• Records provided:
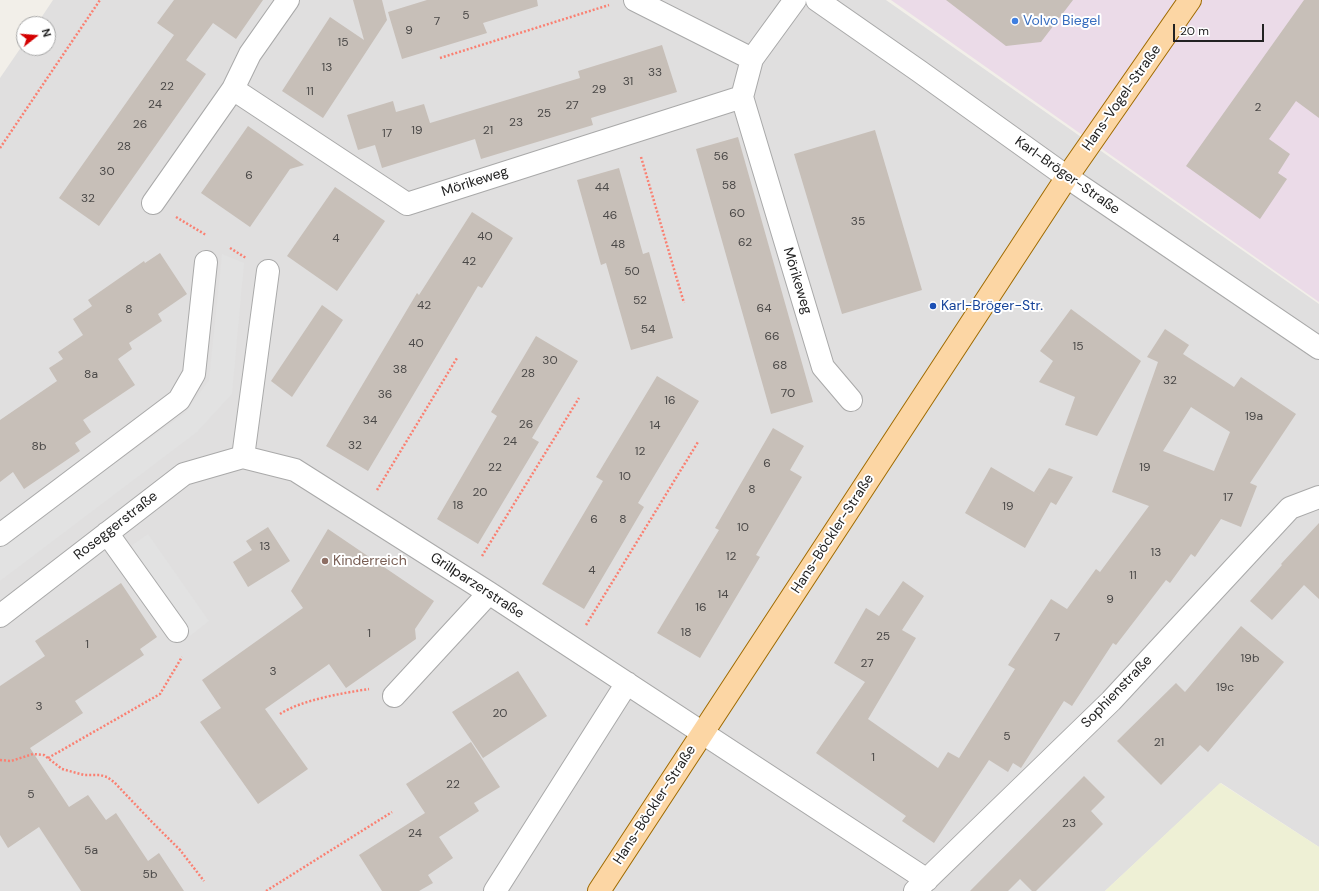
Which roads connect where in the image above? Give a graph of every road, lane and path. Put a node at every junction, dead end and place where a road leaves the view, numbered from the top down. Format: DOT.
graph roads {
  1 [pos="100,0"];
  2 [pos="288,0"];
  3 [pos="635,0"];
  4 [pos="795,0"];
  5 [pos="817,0"];
  6 [pos="1190,0"];
  7 [pos="609,5"];
  8 [pos="440,58"];
  9 [pos="752,59"];
  10 [pos="232,89"];
  11 [pos="742,97"];
  12 [pos="633,132"];
  13 [pos="0,148"];
  14 [pos="1067,177"];
  15 [pos="153,204"];
  16 [pos="206,262"];
  17 [pos="268,271"];
  18 [pos="684,304"];
  19 [pos="1319,348"];
  20 [pos="457,358"];
  21 [pos="579,398"];
  22 [pos="851,400"];
  23 [pos="698,442"];
  24 [pos="243,457"];
  25 [pos="1319,497"];
  26 [pos="363,513"];
  27 [pos="107,533"];
  28 [pos="0,535"];
  29 [pos="468,579"];
  30 [pos="489,593"];
  31 [pos="0,616"];
  32 [pos="177,632"];
  33 [pos="572,648"];
  34 [pos="627,683"];
  35 [pos="394,696"];
  36 [pos="280,714"];
  37 [pos="702,733"];
  38 [pos="48,758"];
  39 [pos="0,760"];
  40 [pos="392,812"];
  41 [pos="204,881"];
  42 [pos="921,885"];
  43 [pos="266,891"];
  44 [pos="495,891"];
  45 [pos="599,891"];
  1 -- 13 [label="path"];
  2 -- 10 [label="street"];
  3 -- 9 [label="street"];
  4 -- 9 [label="street"];
  5 -- 14 [label="street, Karl-Bröger-Straße"];
  6 -- 14 [label="main road, Hans-Vogel-Straße"];
  7 -- 8 [label="path"];
  9 -- 11 [label="street"];
  10 -- 12 [label="street, Mörikeweg"];
  10 -- 15 [label="street"];
  11 -- 12 [label="street, Mörikeweg"];
  11 -- 22 [label="street, Mörikeweg"];
  12 -- 18 [label="path"];
  14 -- 19 [label="street, Karl-Bröger-Straße"];
  14 -- 37 [label="main road, Hans-Böckler-Straße"];
  16 -- 28 [label="street"];
  17 -- 24 [label="street"];
  20 -- 26 [label="path"];
  21 -- 29 [label="path"];
  23 -- 33 [label="path"];
  24 -- 26 [label="street, Grillparzerstraße"];
  24 -- 27 [label="street, Roseggerstraße"];
  25 -- 42 [label="street, Sophienstraße"];
  26 -- 29 [label="street, Grillparzerstraße"];
  27 -- 31 [label="street, Roseggerstraße"];
  27 -- 32 [label="street"];
  29 -- 30 [label="street, Grillparzerstraße"];
  30 -- 33 [label="street, Grillparzerstraße"];
  30 -- 35 [label="street"];
  32 -- 38 [label="path"];
  33 -- 34 [label="street, Grillparzerstraße"];
  34 -- 37 [label="street, Grillparzerstraße"];
  34 -- 44 [label="street"];
  35 -- 36 [label="path"];
  37 -- 42 [label="street, Grillparzerstraße"];
  37 -- 45 [label="main road, Hans-Böckler-Straße"];
  38 -- 39 [label="path"];
  38 -- 41 [label="path"];
  40 -- 43 [label="path"];
}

• Goal of the exercise: Would you copy every line of the entries that includes the word "path"?

• Solution:
Which roads connect where in the image above? Give a graph of every road, lane and path. Put a node at every junction, dead end and place where a road leaves the view, numbered from the top down. Format: DOT.
  1 -- 13 [label="path"];
  7 -- 8 [label="path"];
  12 -- 18 [label="path"];
  20 -- 26 [label="path"];
  21 -- 29 [label="path"];
  23 -- 33 [label="path"];
  32 -- 38 [label="path"];
  35 -- 36 [label="path"];
  38 -- 39 [label="path"];
  38 -- 41 [label="path"];
  40 -- 43 [label="path"];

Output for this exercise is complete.